Our action in this cause follows well-established doctrine. As a matter of comity, courts of competent jurisdiction have routinely applied the law of other jurisdictions when required to do so for the purpose of their own litigation.[10] Collateral estoppel has traditionally operated to preclude litigants from relitigating the same issue not only in the same, but as well in a different forum.[11] Clearly, then, the Fifth Circuit's decision is the law of this case.[12]
Some years ago, the State of Florida initiated the process of "certification", by which federal appellate courts may certify to this Court questions of Florida law that are "determinative of [the] cause" and for which there are "no clear controlling precedents" in the decisions of this Court.[13] Before that jurisprudential innovation, it was common for federal courts to resolve issues of Florida state law in proceedings which required such determinations. There was, of course, the doctrine of abstention, by which the federal courts voluntarily declined to pass on unsettled questions of state law and directed the parties to file a declaratory proceeding in the state court system for a definitive resolution of the issue.[14] The certification process was initiated to eliminate both the expense and delay of abstention, by permitting the federal litigation *376 to be abated while the doubtful question of state law was referred directly to the highest state court for resolution.[15] As a tool of federal-state comity, the certification process has been well-received, and is now used generously in the federal system where permitted by state law.[16]

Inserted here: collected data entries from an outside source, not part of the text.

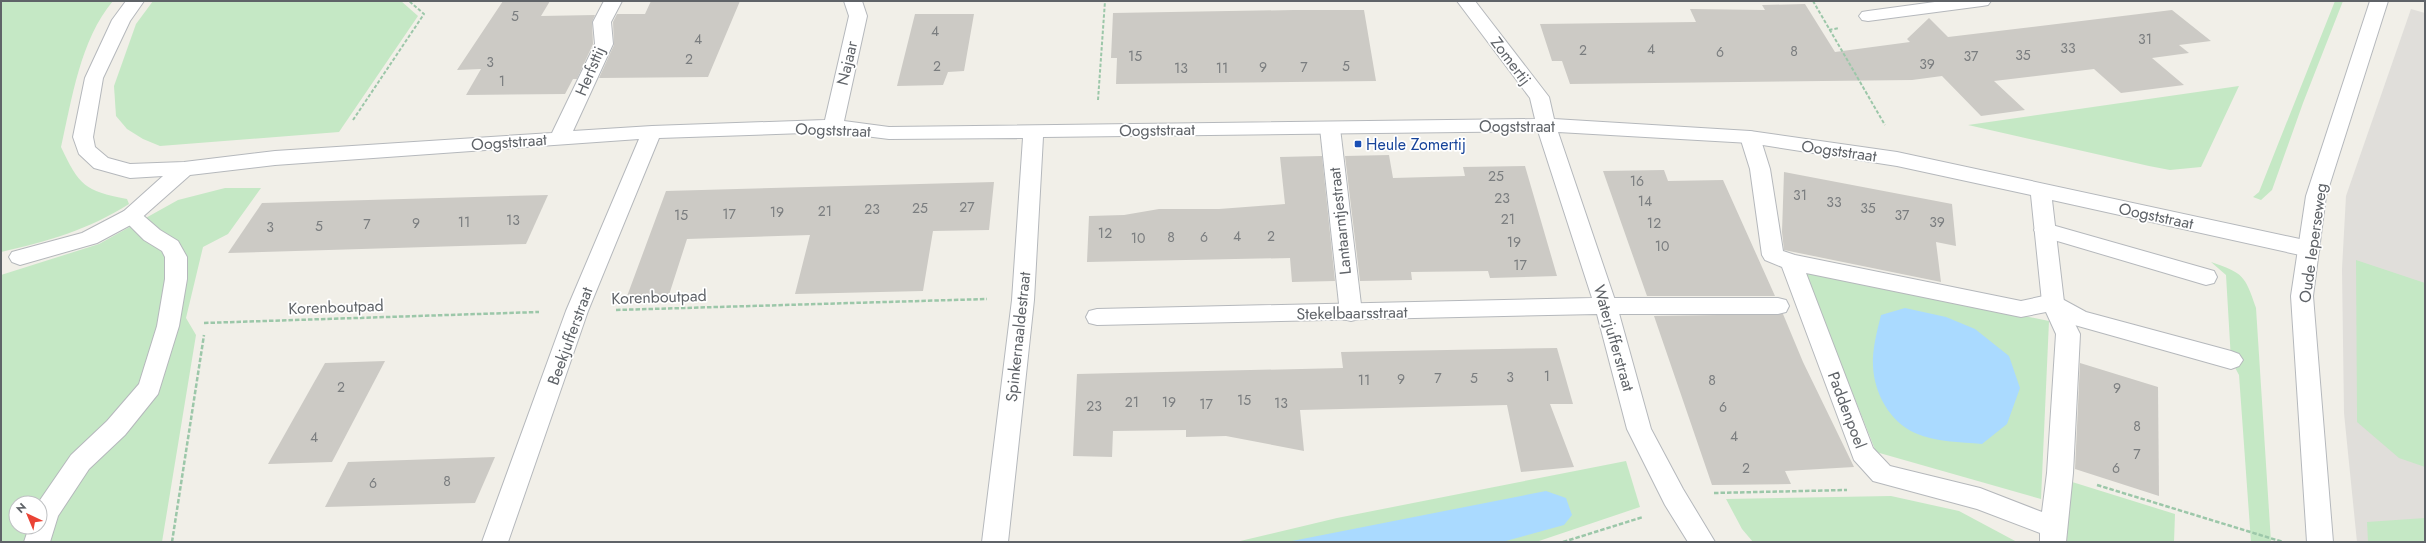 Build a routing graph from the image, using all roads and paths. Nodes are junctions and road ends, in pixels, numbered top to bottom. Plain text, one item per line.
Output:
1 (135, 1) edge
2 (409, 1) edge
3 (613, 1) edge
4 (853, 1) edge
5 (1105, 1) edge
6 (1466, 1) edge
7 (1812, 1) edge
8 (1982, 1) edge
9 (2379, 1) edge
10 (1868, 16) dead end
11 (1546, 125) junction
12 (833, 126) junction
13 (1330, 128) junction
14 (1096, 130) junction
15 (1033, 131) junction
16 (652, 132) junction
17 (1750, 137) junction
18 (559, 139) junction
19 (331, 154) junction
20 (1897, 159) junction
21 (184, 169) junction
22 (2041, 191) junction
23 (132, 216) junction
24 (2045, 230) junction
25 (2309, 249) junction
26 (20, 258) dead end
27 (1791, 262) junction
28 (2206, 277) dead end
29 (1023, 300) junction
30 (2054, 302) junction
31 (1606, 306) junction
32 (1778, 306) dead end
33 (577, 311) junction
34 (1351, 313) junction
35 (1097, 317) dead end
36 (206, 323) junction
37 (168, 326) junction
38 (2232, 360) dead end
39 (2060, 473) junction
40 (1882, 474) junction
41 (1674, 497) junction
42 (2053, 534) edge
43 (37, 542) edge
44 (172, 542) edge
45 (495, 542) edge
46 (995, 542) edge
47 (1563, 542) edge
48 (1702, 542) edge
49 (2284, 542) edge
50 (2320, 542) edge

1 - 21 street, Oogststraat
2 - 19 path
3 - 18 street, Herfsttij
4 - 12 street, Najaar
5 - 14 path
6 - 11 street, Zomertij
7 - 20 path
8 - 10 street
9 - 25 street, Oude Ieperseweg
11 - 13 street, Oogststraat
11 - 17 street, Oogststraat
11 - 31 street, Waterjufferstraat
12 - 15 street, Oogststraat
12 - 16 street, Oogststraat
13 - 14 street, Oogststraat
13 - 34 street, Lantaarntjestraat
14 - 15 street, Oogststraat
15 - 29 street, Spinkernaaldestraat
16 - 18 street, Oogststraat
16 - 33 street, Beekjufferstraat
17 - 20 street, Oogststraat
17 - 27 street
18 - 19 street, Oogststraat
19 - 21 street, Oogststraat
20 - 22 street, Oogststraat
21 - 23 street
22 - 24 street
22 - 25 street, Oogststraat
23 - 26 street
23 - 37 street
24 - 28 street
24 - 30 street
25 - 50 street, Oude Ieperseweg
27 - 30 street
27 - 40 street, Paddenpoel
29 - 33 path, Korenboutpad
29 - 46 street, Spinkernaaldestraat
30 - 38 street
30 - 39 street
31 - 32 street, Stekelbaarsstraat
31 - 34 street, Stekelbaarsstraat
31 - 41 street, Waterjufferstraat
33 - 36 path, Korenboutpad
33 - 45 street, Beekjufferstraat
34 - 35 street, Stekelbaarsstraat
36 - 37 path, Korenboutpad
36 - 44 path
37 - 43 street
39 - 42 street
39 - 49 path
40 - 41 path
40 - 42 street
41 - 47 path
41 - 48 street, Waterjufferstraat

The opportunity to certify to us the question of the Attorney General's legal authority to institute a federal anti-trust suit was presented to the Fifth Circuit by Mobil.[17] The court expressly declined the invitation, stating among other reasons that the point of law to be resolved on the basis of existing Florida law "does not seem ... an extremely close one."[18] Mobil does not suggest that the Fifth Circuit's decision not to certify a question is reviewable plainly it is not[19] yet this lawsuit in state court is tantamount to a collateral attack on the Fifth Circuit's exercise of its certification discretion. To permit that attack would invite serious problems of comity.[20]